Input:

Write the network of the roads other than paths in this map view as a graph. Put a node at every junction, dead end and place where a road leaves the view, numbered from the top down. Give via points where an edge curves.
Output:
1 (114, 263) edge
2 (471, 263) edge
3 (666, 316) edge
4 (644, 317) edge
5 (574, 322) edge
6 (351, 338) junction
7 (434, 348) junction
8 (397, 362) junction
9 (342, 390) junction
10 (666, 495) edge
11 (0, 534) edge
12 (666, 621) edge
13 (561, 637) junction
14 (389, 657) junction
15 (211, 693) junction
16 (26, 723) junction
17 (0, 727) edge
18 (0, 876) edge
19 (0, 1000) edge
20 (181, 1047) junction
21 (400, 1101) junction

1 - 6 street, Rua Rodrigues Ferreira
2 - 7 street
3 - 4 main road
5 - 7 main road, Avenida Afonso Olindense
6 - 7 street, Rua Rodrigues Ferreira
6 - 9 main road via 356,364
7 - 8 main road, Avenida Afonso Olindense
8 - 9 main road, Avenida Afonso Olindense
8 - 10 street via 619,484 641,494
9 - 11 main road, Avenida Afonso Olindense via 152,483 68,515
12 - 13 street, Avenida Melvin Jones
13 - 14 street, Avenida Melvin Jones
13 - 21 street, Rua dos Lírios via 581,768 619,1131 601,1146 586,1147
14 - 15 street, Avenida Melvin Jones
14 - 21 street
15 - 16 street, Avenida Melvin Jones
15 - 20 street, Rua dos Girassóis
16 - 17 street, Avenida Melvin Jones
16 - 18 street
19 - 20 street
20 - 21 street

What you need to do: Check each line of the entries for the string "Melvin". Copy the lines that have it.

Response:
12 - 13 street, Avenida Melvin Jones
13 - 14 street, Avenida Melvin Jones
14 - 15 street, Avenida Melvin Jones
15 - 16 street, Avenida Melvin Jones
16 - 17 street, Avenida Melvin Jones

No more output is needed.